CLEVELAND - JANUARY 03:  Jerome Harrison #35 of the Cleveland Browns runs by Gerald Alexander #42 of the Jacksonville Jaguars at Cleveland Browns Stadium on January 3, 2010 in Cleveland, Ohio.  (Photo by Matt Sullivan/Getty Images)
Matt Sullivan/Getty Images

The 2009 Cleveland Browns were desperate for more wins heading into the final weeks of the season. Between their two starting quarterbacks, Brady Quinn and Derek Anderson, the Browns threw 17 interceptions and only 11 touchdowns. Fighting for his job, Eric Mangini needed to see some victories, and that meant one thing.

Run the football. 

The Browns began their season with veteran Jamal Lewis as the starting running back, but he was placed on IR earlier in the season. So if the Browns wanted to run the football they were going to have to rely on some unproven players. 

The top choices were undersized Jerome Harrison and ex-CFL player Chris Jennings. The Browns also relied on Josh Cribbs running the Wildcat package.  
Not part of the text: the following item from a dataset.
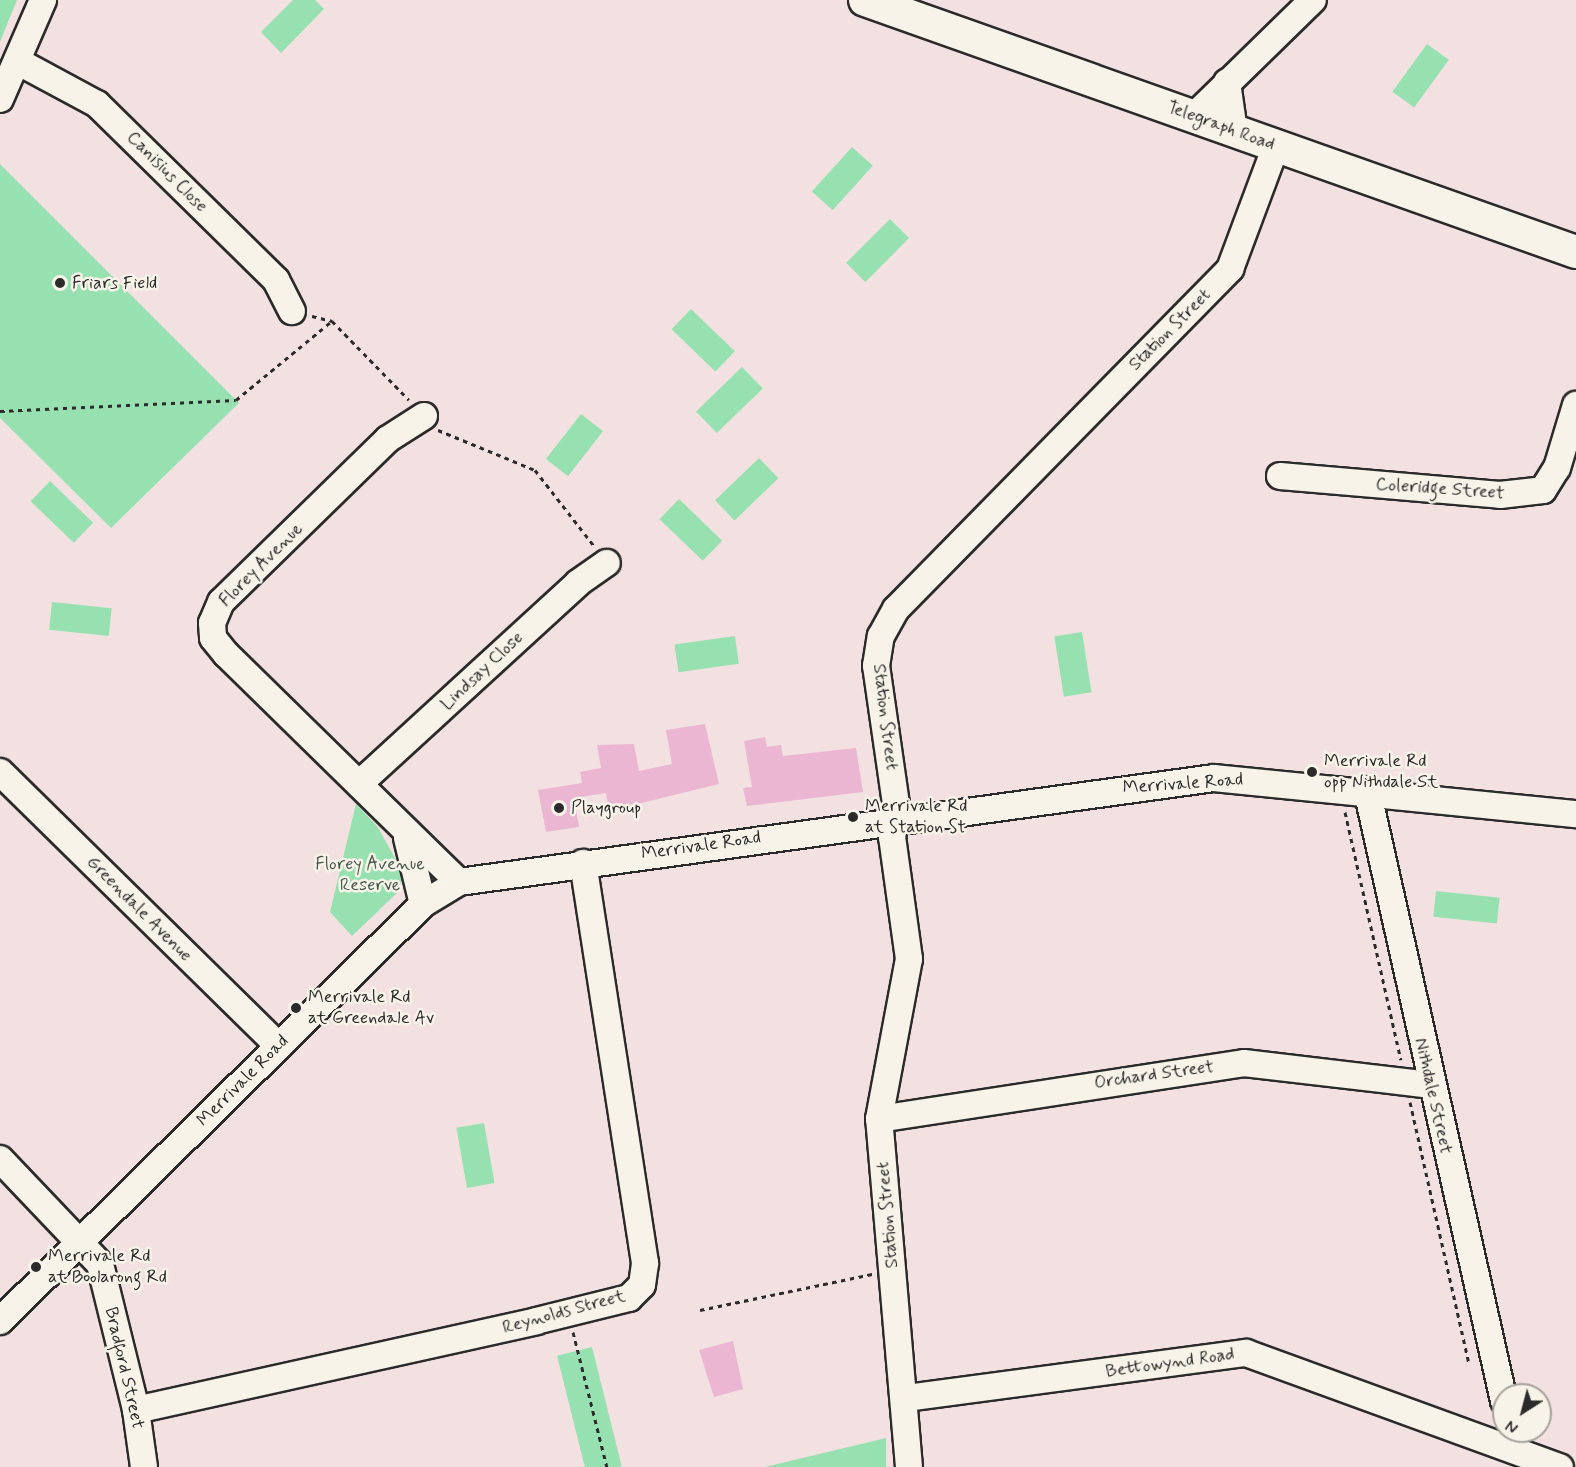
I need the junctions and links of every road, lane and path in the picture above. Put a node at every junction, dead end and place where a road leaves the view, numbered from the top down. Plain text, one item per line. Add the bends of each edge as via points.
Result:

In week 14, the Pittsburgh Steelers were coming to town and the new running back-by-committee was going to be put to the test. Chris Jennings, who is a much bigger back then Harrison at 5'10 and 219 lbs, got the bulk of the carries. He came up with 73 yards and a touchdown on 20 carries in a Cleveland win. 

The Browns followed that win with three more, but instead of Jennings at the helm it was Harrison. 

Once Harrison was given the starting spot, he never looked back. In the Browns last three games—all wins—Harrison rushed for 561 yards and five touchdowns.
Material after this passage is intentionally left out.